Both teams are pretty even shorthanded. The Sharks are 6th in the league while the Kings are 10th in PK%. They both have allowed shots and goals at the same rate. No big advantage either way, but it looks like the Kings penalty kill will have the bigger challenge.
|Save %||EV SV%||Quality Start Rate|
Quality start percentage is a new goaltending stat developed by Hockey Prospectus. A quality start is defined by a goalie stopping at least 91.3% of pucks in any given game, or when he stops 88.5% of pucks and allows no more than two goals.
Goaltending is voodoo and thus it's impossible to predict what's going to happen. One thing is for sure, Antii Niemi had a much stronger season than Jonathan Quick. Yet, as we've seen in Niesy's latest post, Jonathan Quick has improved vastly toward the end of the season. His save percentage over the 6 game series against the Blues was .944 and he only allowed 10 goals. Also, all but one of his starts would count as a "quality start."

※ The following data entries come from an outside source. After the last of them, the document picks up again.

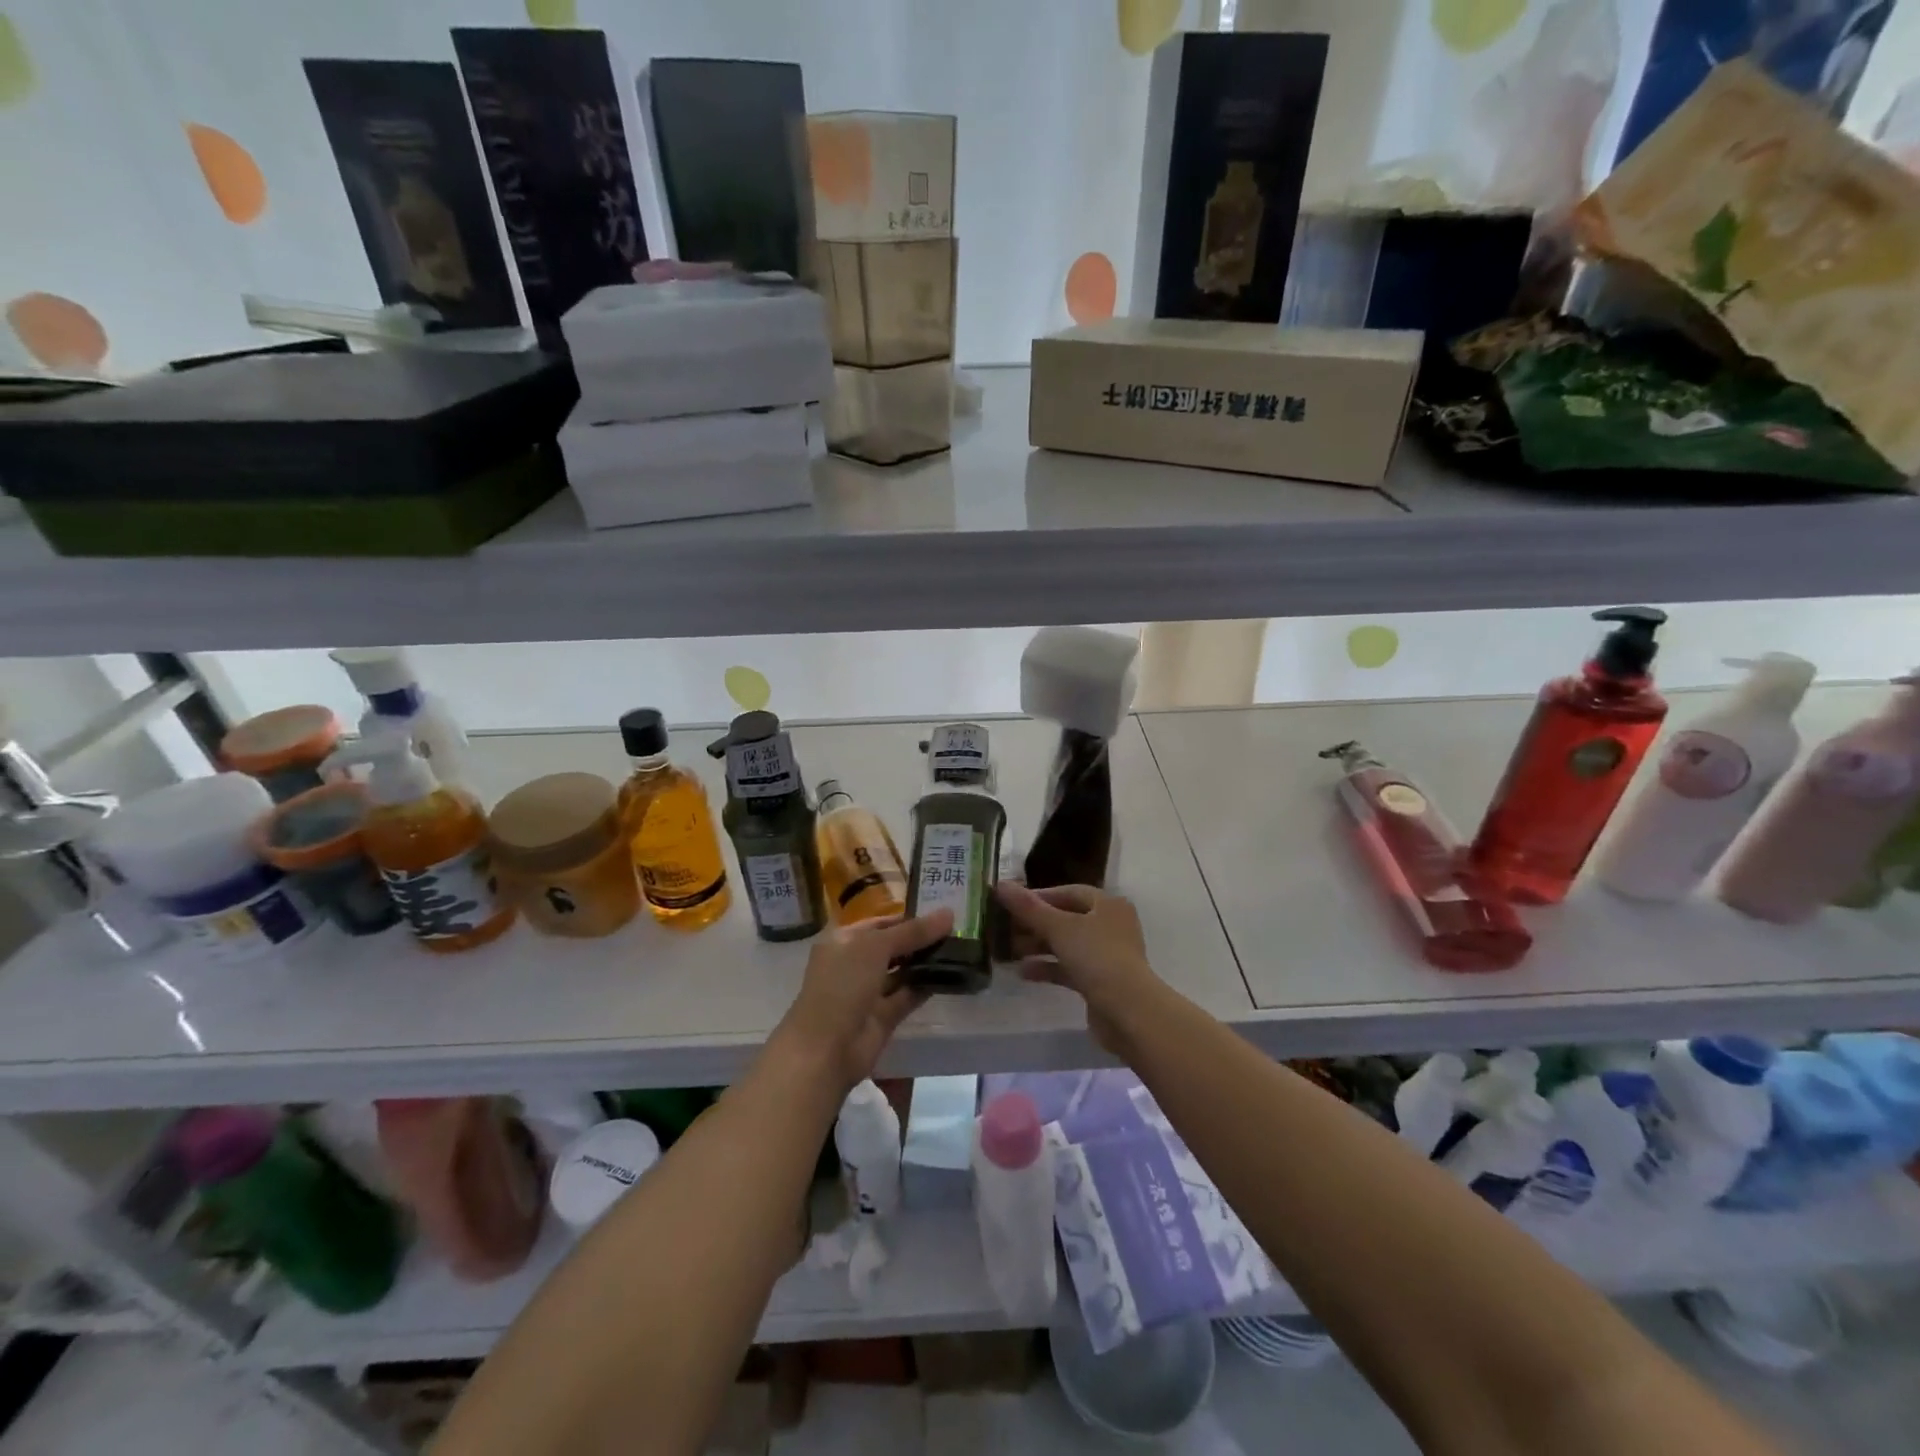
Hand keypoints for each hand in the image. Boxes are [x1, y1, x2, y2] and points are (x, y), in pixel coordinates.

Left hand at [769, 909, 951, 1092]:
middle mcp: (854, 963)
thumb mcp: (875, 948)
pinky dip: (926, 986)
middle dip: (921, 940)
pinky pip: (908, 995)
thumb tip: (949, 913)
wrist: (825, 1049)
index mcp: (844, 941)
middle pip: (893, 946)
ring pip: (901, 972)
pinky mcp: (883, 1017)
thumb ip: (913, 932)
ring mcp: (868, 991)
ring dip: (926, 962)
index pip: (880, 923)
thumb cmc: (843, 985)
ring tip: (961, 950)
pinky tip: (952, 975)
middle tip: (959, 931)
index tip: (943, 913)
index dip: (909, 917)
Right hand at [994, 883, 1160, 1053]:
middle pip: (1067, 919)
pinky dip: (1049, 968)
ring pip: (1067, 945)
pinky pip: (1070, 968)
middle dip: (1035, 925)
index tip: (1012, 904)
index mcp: (1108, 905)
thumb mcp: (1059, 928)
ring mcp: (1107, 955)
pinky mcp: (1102, 982)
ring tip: (1009, 952)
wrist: (1129, 1012)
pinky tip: (1024, 973)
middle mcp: (1111, 926)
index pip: (1069, 892)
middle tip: (1005, 930)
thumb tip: (1000, 884)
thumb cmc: (1096, 958)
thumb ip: (1028, 908)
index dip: (1040, 897)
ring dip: (1039, 947)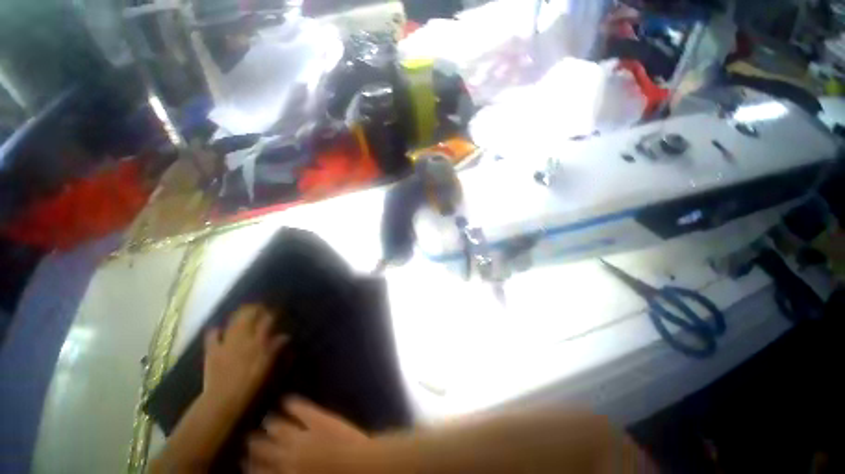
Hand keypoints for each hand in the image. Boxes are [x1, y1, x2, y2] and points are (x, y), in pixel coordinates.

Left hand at [203, 304, 287, 407]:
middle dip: (256, 308)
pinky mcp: (212, 350)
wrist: (223, 400)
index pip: (268, 319)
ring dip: (240, 314)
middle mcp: (243, 337)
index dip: (273, 312)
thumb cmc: (253, 385)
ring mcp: (226, 342)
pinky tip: (220, 329)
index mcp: (259, 340)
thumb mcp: (271, 367)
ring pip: (234, 321)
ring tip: (245, 310)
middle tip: (262, 307)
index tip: (278, 311)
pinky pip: (213, 335)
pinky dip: (217, 330)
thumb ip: (277, 349)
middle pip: (250, 315)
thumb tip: (285, 336)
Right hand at [246, 397, 369, 473]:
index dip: (252, 467)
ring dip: (271, 423)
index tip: (246, 463)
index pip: (258, 472)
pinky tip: (287, 399)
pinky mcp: (318, 419)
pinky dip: (293, 404)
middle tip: (250, 440)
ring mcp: (302, 435)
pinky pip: (301, 409)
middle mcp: (286, 457)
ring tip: (267, 419)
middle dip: (255, 444)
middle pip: (263, 449)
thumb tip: (280, 472)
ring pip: (278, 428)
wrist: (357, 469)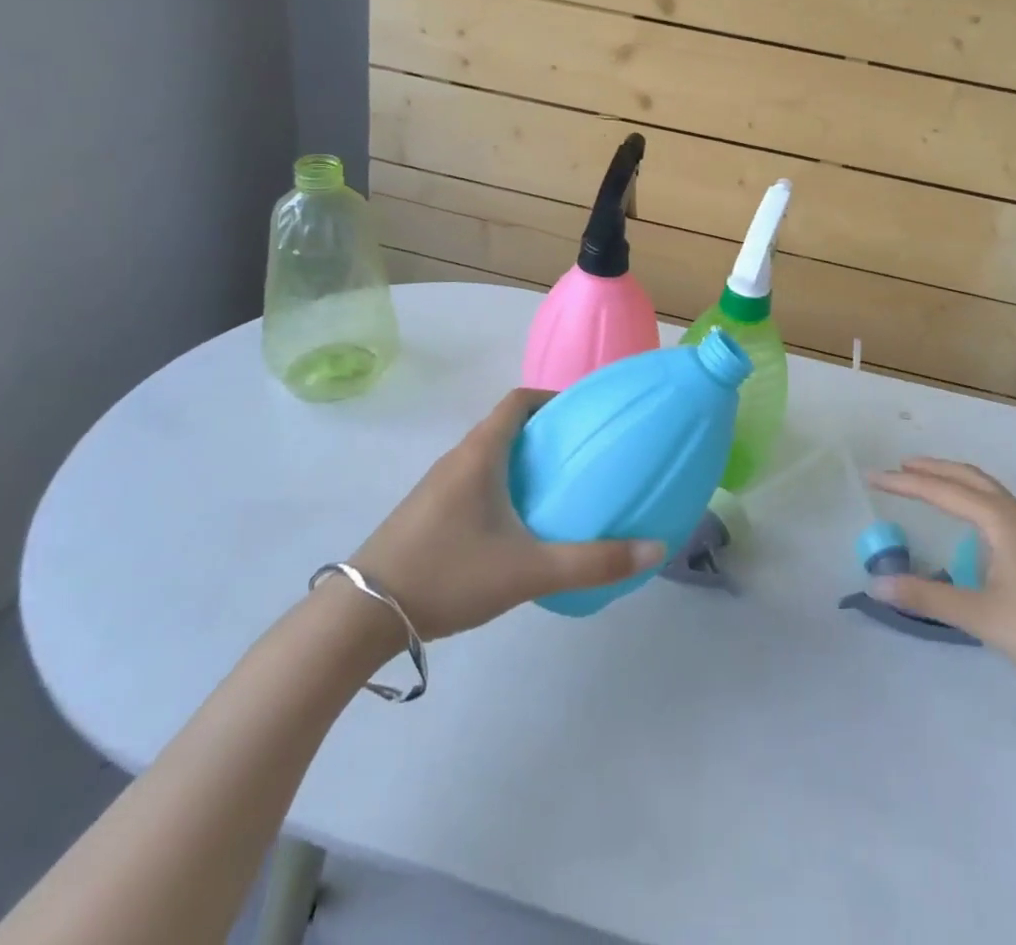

Niemi's post season numbers have been just as impressive. He only allowed 4 goals in 4 games to Vancouver and posted a .937 save percentage. Each of his starts qualified as a quality start.
So to review, there are a few key items to keep an eye on as the series progresses:
- Can the Kings first line regain its form and dominate the Sharks the way they have of late?
- Mike Richards and his linemates have had a rough time against Joe Thornton, can they stop the bleeding?
- If those first two matchups wash themselves out, a lot will hinge on how the Stoll line performs. Can they make headway against the Pavelski line and will they find continued success against the Sharks 3rd pair?
- Voynov has struggled against Couture. Can he and defensive partners Jake Muzzin and Rob Scuderi find a way to contain the Sharks top line?
- The Sharks have arguably the best power play in the league. The Kings will need to play a disciplined game and stay out of the box. They've struggled with that in the past. Will they be able to this time around?